▶ [WHAT THIS TASK INVOLVES]: Go line by line through the data and copy those with the word "Idlestone".

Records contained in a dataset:

● ● ●

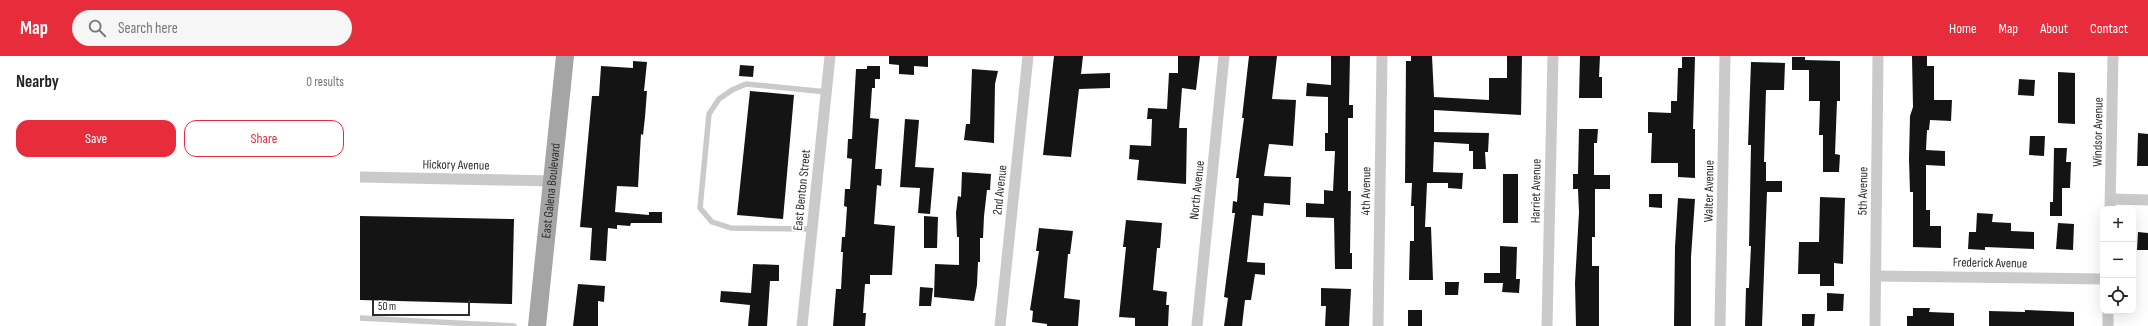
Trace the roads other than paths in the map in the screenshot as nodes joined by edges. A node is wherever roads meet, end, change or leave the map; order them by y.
1 (566, 56) edge
2 (830, 56) edge
3 (1028, 56) edge
4 (1224, 56) edge
5 (1382, 56) edge
6 (1553, 56) edge
7 (1726, 56) edge
8 (1878, 56) edge
9 (2113, 56) edge
10 (826, 92) junction
11 (360, 177) edge
12 (552, 181) junction
13 (2148, 200) edge
14 (2111, 204) edge
15 (812, 229) junction
16 (1876, 276) junction
17 (2100, 279) edge
18 (2108, 314) edge
19 (360, 318) edge
20 (386, 319) junction
21 (386, 326) edge
22 (514, 326) edge
23 (537, 326) edge
24 (802, 326) edge
25 (1000, 326) edge
26 (1196, 326) edge
27 (1378, 326) edge
28 (1547, 326) edge
29 (1720, 326) edge
30 (1875, 326) edge
31 (2108, 326) edge

1 - 12 main road, East Galena Boulevard
2 - 10 street, East Benton Street
3 - 25 street, 2nd Avenue
4 - 26 street, North Avenue
5 - 27 street, 4th Avenue
6 - 28 street, Harriet Avenue
7 - 29 street, Walter Avenue
8 - 16 street, 5th Avenue
9 - 14 street, Windsor Avenue
10 - 15 street, East Benton Street
10 - 15 lane
11 - 12 street, Hickory Avenue
12 - 23 main road, East Galena Boulevard
13 - 14 street
15 - 24 street, East Benton Street
16 - 17 street, Frederick Avenue
16 - 30 street, 5th Avenue
18 - 31 street
19 - 20 lane
20 - 21 lane
20 - 22 lane

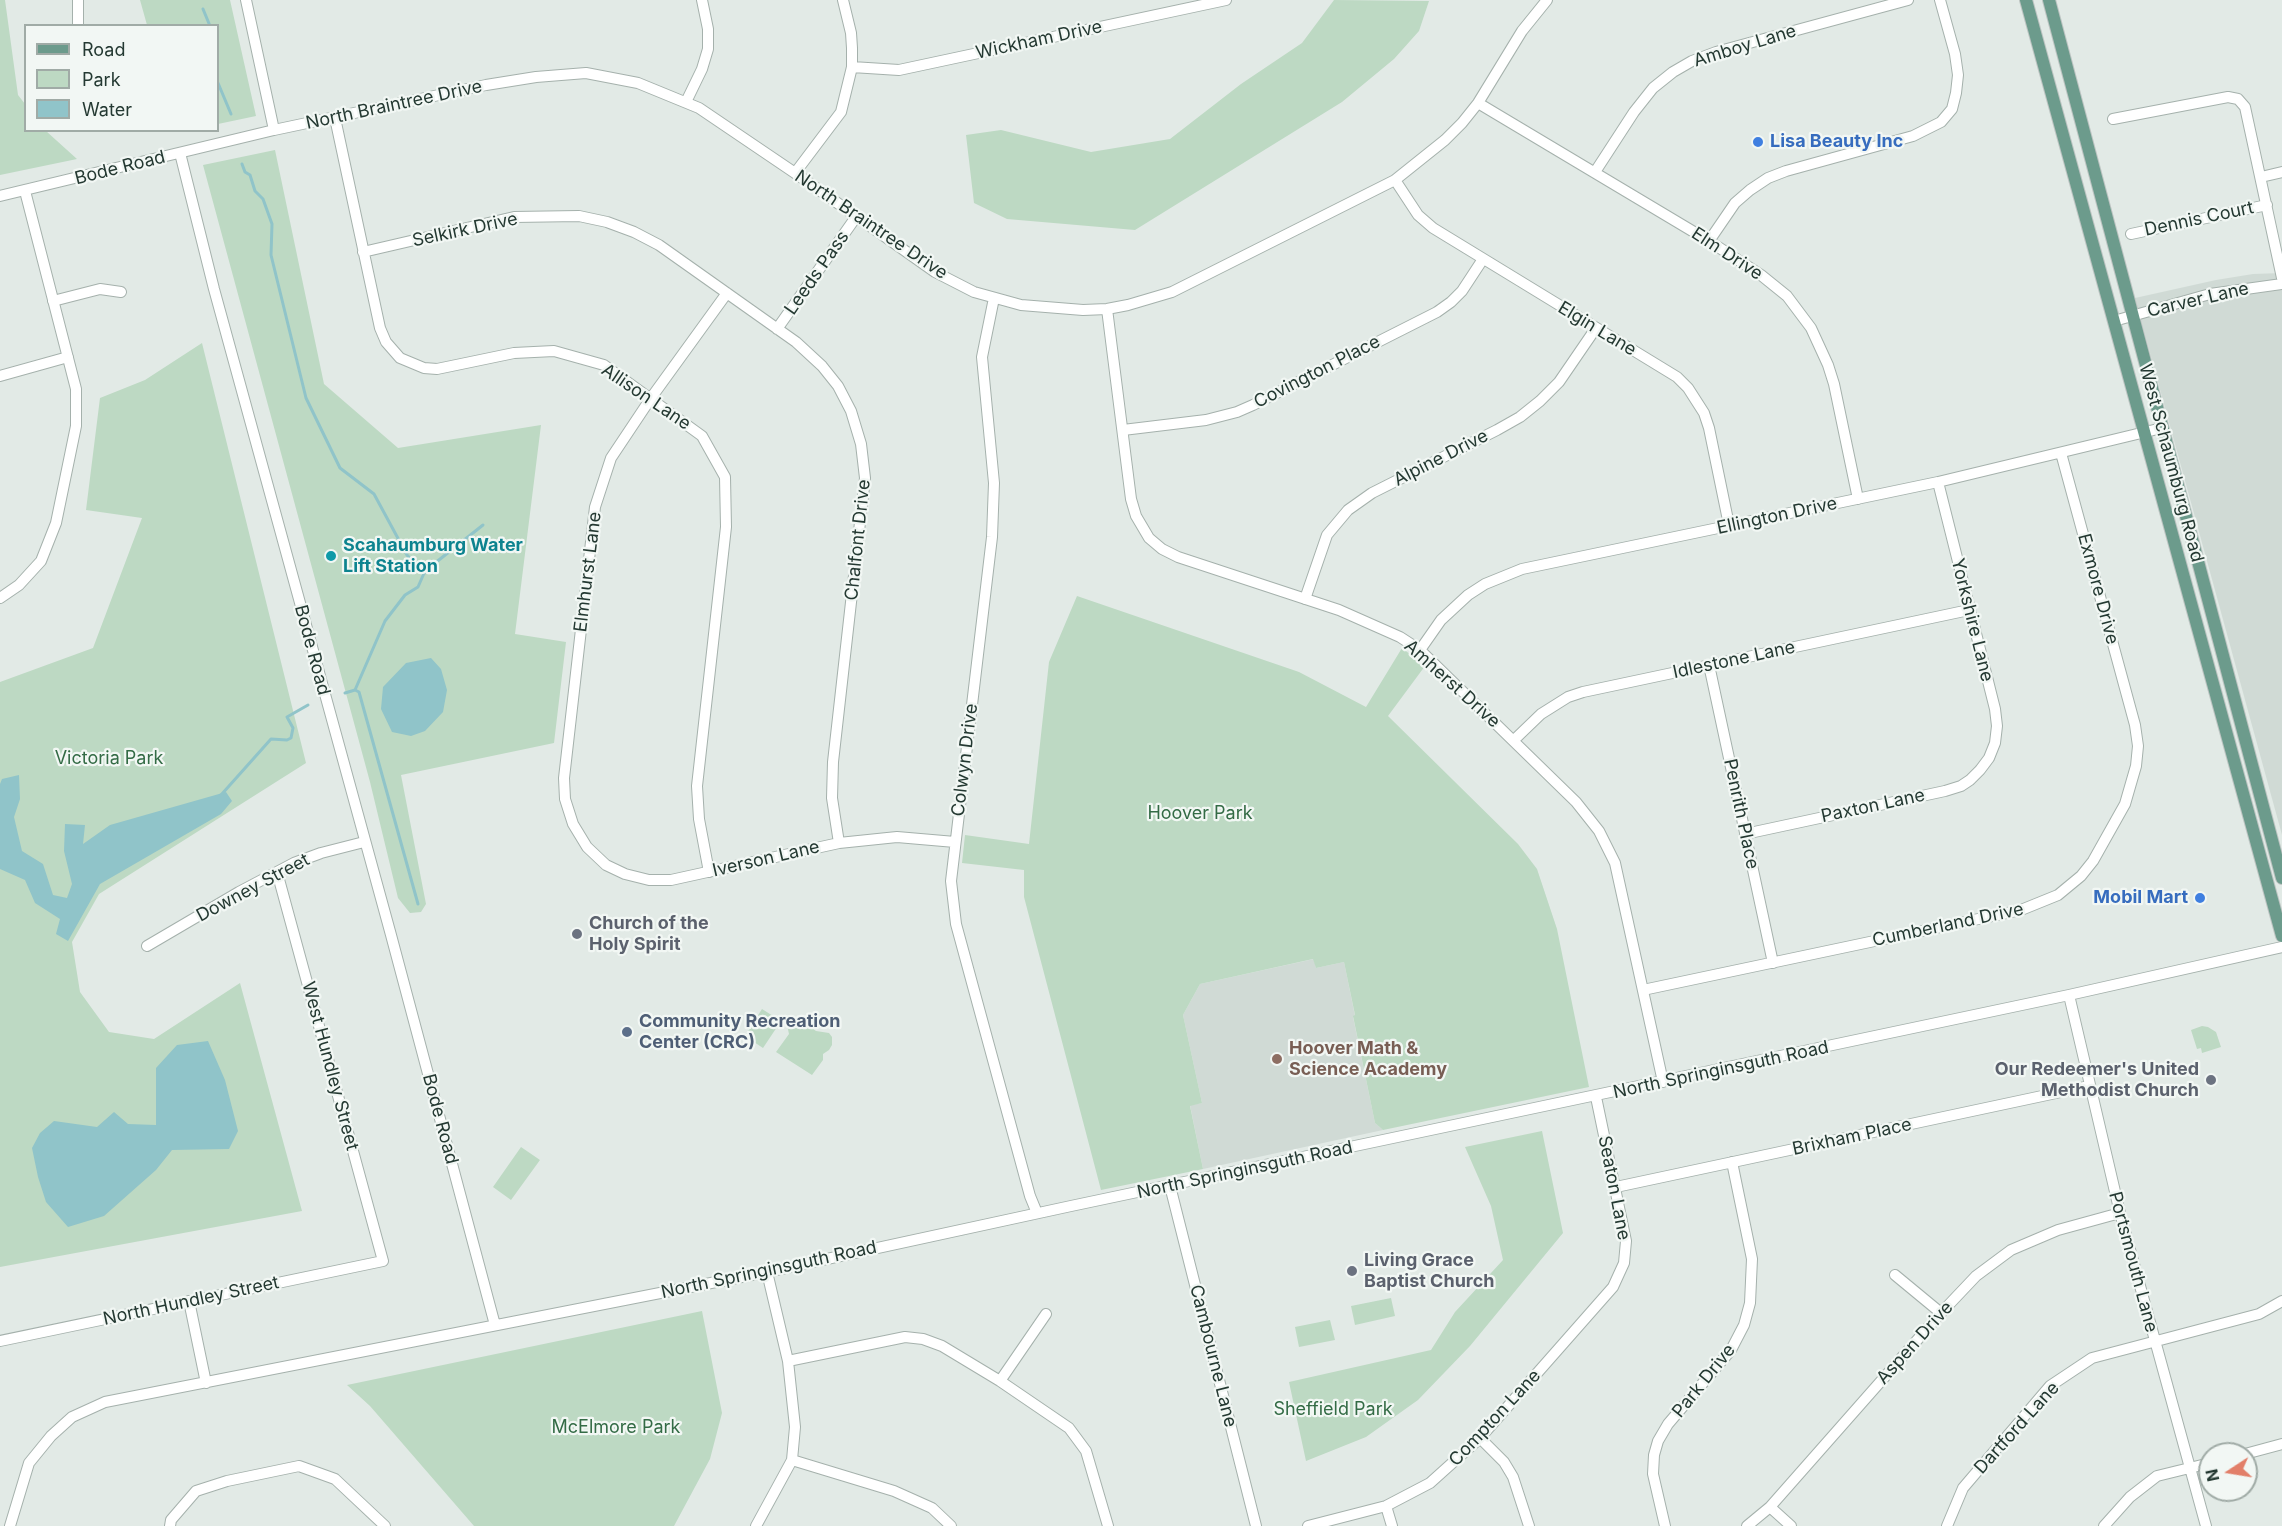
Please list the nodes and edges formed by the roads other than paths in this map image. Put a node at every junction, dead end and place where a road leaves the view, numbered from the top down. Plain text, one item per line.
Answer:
1 (78, 0) edge
2 (246, 0) edge
3 (702, 0) edge
4 (843, 0) edge
5 (1226, 0) edge
6 (1547, 0) edge
7 (1908, 0) edge
8 (1940, 0) edge
9 (2026, 0) edge
10 (2049, 0) edge
11 (78, 24) edge
12 (852, 67) junction
13 (686, 102) junction
14 (1478, 103) junction
15 (335, 118) junction
16 (2113, 119) dead end
17 (274, 130) junction
18 (180, 153) junction
19 (795, 172) junction
20 (1594, 172) junction
21 (2282, 172) edge
22 (2261, 177) junction
23 (1395, 180) junction
24 (25, 191) junction
25 (0, 196) edge
26 (2267, 205) junction
27 (856, 217) junction
28 (2131, 234) dead end
29 (1709, 242) junction
30 (363, 252) junction
31 (1483, 259) junction
32 (2282, 278) edge
33 (2282, 284) edge
34 (121, 292) dead end
35 (727, 293) junction
36 (994, 298) junction
37 (53, 301) junction
38 (1107, 309) junction
39 (2133, 315) junction
40 (2114, 321) junction
41 (777, 328) junction
42 (1596, 328) junction
43 (68, 357) junction
44 (0, 376) edge
45 (651, 398) junction
46 (2163, 428) junction
47 (1123, 430) junction
48 (2145, 434) junction
49 (2061, 453) junction
50 (1938, 482) junction
51 (1858, 499) junction
52 (1729, 525) junction
53 (0, 598) edge
54 (1305, 599) junction
55 (1969, 610) junction
56 (1420, 650) junction
57 (1709, 665) junction
58 (2135, 725) joint
59 (1514, 740) junction
60 (1989, 758) joint
61 (1745, 834) junction
62 (364, 842) junction
63 (955, 842) junction
64 (839, 843) junction
65 (587, 847) joint
66 (277, 872) junction
67 (710, 872) junction
68 (2282, 878) edge
69 (2282, 936) edge
70 (147, 946) dead end
71 (2282, 947) edge
72 (1773, 963) junction
73 (1643, 990) junction
74 (2069, 995) junction
75 (1663, 1082) junction
76 (2089, 1086) junction
77 (1596, 1096) junction
78 (1732, 1162) junction
79 (1170, 1186) junction
80 (1616, 1187) junction
81 (1037, 1213) junction
82 (2120, 1213) junction
83 (383, 1261) joint
84 (767, 1272) junction
85 (1895, 1275) dead end
86 (1618, 1278) joint
87 (2282, 1301) edge
88 (189, 1302) junction
89 (1941, 1313) junction
90 (1046, 1314) dead end
91 (495, 1325) junction
92 (0, 1341) edge
93 (2155, 1341) junction
94 (788, 1361) junction
95 (1000, 1381) junction
96 (206, 1383) junction
97 (1480, 1438) junction
98 (2282, 1444) edge
99 (2258, 1450) edge
100 (792, 1460) junction
101 (2198, 1467) edge
102 (2190, 1469) junction
103 (1386, 1506) junction
104 (1770, 1507) junction
105 (10, 1526) edge
106 (170, 1526) edge
107 (384, 1526) edge
108 (756, 1526) edge
109 (951, 1526) edge
110 (1108, 1526) edge
111 (1256, 1526) edge
112 (1308, 1526) edge
113 (1392, 1526) edge
114 (1529, 1526) edge
115 (1665, 1526) edge
116 (1747, 1526) edge
117 (1791, 1526) edge
118 (1947, 1526) edge
119 (2104, 1526) edge
120 (2206, 1526) edge

1 - 11 street
2 - 17 street
3 - 13 street
4 - 12 street
5 - 12 street, Wickham Drive
6 - 14 street, North Braintree Drive
7 - 20 street, Amboy Lane
8 - 29 street
9 - 40 main road, West Schaumburg Road
10 - 39 main road, West Schaumburg Road
12 - 19 street
13 - 15 street, North Braintree Drive
13 - 19 street, North Braintree Drive
14 - 20 street, Elm Drive
14 - 23 street, North Braintree Drive
15 - 17 street, North Braintree Drive
15 - 30 street, Allison Lane
16 - 22 street
17 - 18 street, North Braintree Drive
18 - 24 street, Bode Road
18 - 62 street, Bode Road
19 - 27 street, North Braintree Drive
20 - 29 street, Elm Drive
21 - 22 street
22 - 26 street
23 - 31 street, Elgin Lane
23 - 38 street, North Braintree Drive
24 - 25 street, Bode Road
24 - 37 street
26 - 28 street, Dennis Court
26 - 32 street
27 - 36 street, North Braintree Drive
27 - 41 street, Leeds Pass
29 - 51 street, Elm Drive
30 - 35 street, Selkirk Drive
30 - 45 street, Allison Lane
31 - 42 street, Elgin Lane
31 - 47 street, Covington Place
33 - 39 street, Carver Lane
34 - 37 street
35 - 41 street, Chalfont Drive
35 - 45 street, Elmhurst Lane
36 - 38 street, North Braintree Drive
36 - 63 street, Colwyn Drive
37 - 43 street
38 - 47 street, Amherst Drive
39 - 40 street, Carver Lane
39 - 46 main road, West Schaumburg Road
40 - 48 main road, West Schaumburg Road
41 - 64 street, Chalfont Drive
42 - 52 street, Elgin Lane
42 - 54 street, Alpine Drive
43 - 44 street
43 - 53 street
45 - 65 street, Elmhurst Lane
45 - 67 street, Allison Lane
46 - 48 street, Ellington Drive
46 - 68 main road, West Schaumburg Road
47 - 54 street, Amherst Drive
48 - 49 street, Ellington Drive
48 - 69 main road, West Schaumburg Road
49 - 50 street, Ellington Drive
49 - 58 street, Exmore Drive
50 - 51 street, Ellington Drive
50 - 55 street, Yorkshire Lane
51 - 52 street, Ellington Drive
52 - 56 street, Ellington Drive
54 - 56 street, Amherst Drive
55 - 57 street, Idlestone Lane
55 - 60 street, Yorkshire Lane
56 - 59 street, Amherst Drive
57 - 59 street, Idlestone Lane
57 - 61 street, Penrith Place
58 - 72 street, Cumberland Drive
59 - 73 street, Amherst Drive
60 - 61 street, Paxton Lane
61 - 72 street, Penrith Place
62 - 66 street, Downey Street
62 - 91 street, Bode Road
63 - 64 street, Iverson Lane
63 - 81 street, Colwyn Drive
64 - 67 street, Iverson Lane
65 - 67 street, Iverson Lane
66 - 70 street, Downey Street
66 - 83 street, West Hundley Street
71 - 74 street, North Springinsguth Road
72 - 73 street, Cumberland Drive
73 - 75 street, Amherst Drive
74 - 75 street, North Springinsguth Road
74 - 76 street, Portsmouth Lane
75 - 77 street, North Springinsguth Road
76 - 78 street, Brixham Place
76 - 82 street, Portsmouth Lane
77 - 79 street, North Springinsguth Road
77 - 80 street, Seaton Lane
78 - 80 street, Brixham Place
78 - 115 street, Park Drive
79 - 81 street, North Springinsguth Road
79 - 111 street, Cambourne Lane
80 - 86 street, Seaton Lane
81 - 84 street, North Springinsguth Road
82 - 89 street, Aspen Drive
82 - 93 street, Portsmouth Lane
83 - 88 street, North Hundley Street
84 - 91 street, North Springinsguth Road
84 - 94 street
85 - 89 street
86 - 97 street, Compton Lane
87 - 93 street, Dartford Lane
88 - 92 street, North Hundley Street
88 - 96 street
89 - 104 street, Aspen Drive
90 - 95 street
91 - 96 street, North Springinsguth Road
93 - 102 street, Portsmouth Lane
93 - 118 street, Dartford Lane
94 - 95 street
94 - 100 street
95 - 110 street
96 - 105 street
97 - 103 street, Compton Lane
97 - 114 street
98 - 99 street
100 - 108 street
100 - 109 street
101 - 102 street
102 - 119 street
102 - 120 street, Portsmouth Lane
103 - 112 street, Compton Lane
103 - 113 street
104 - 116 street, Aspen Drive
104 - 117 street
106 - 107 street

● ● ●

▶ [ANSWER SECTION]:
55 - 57 street, Idlestone Lane
57 - 59 street, Idlestone Lane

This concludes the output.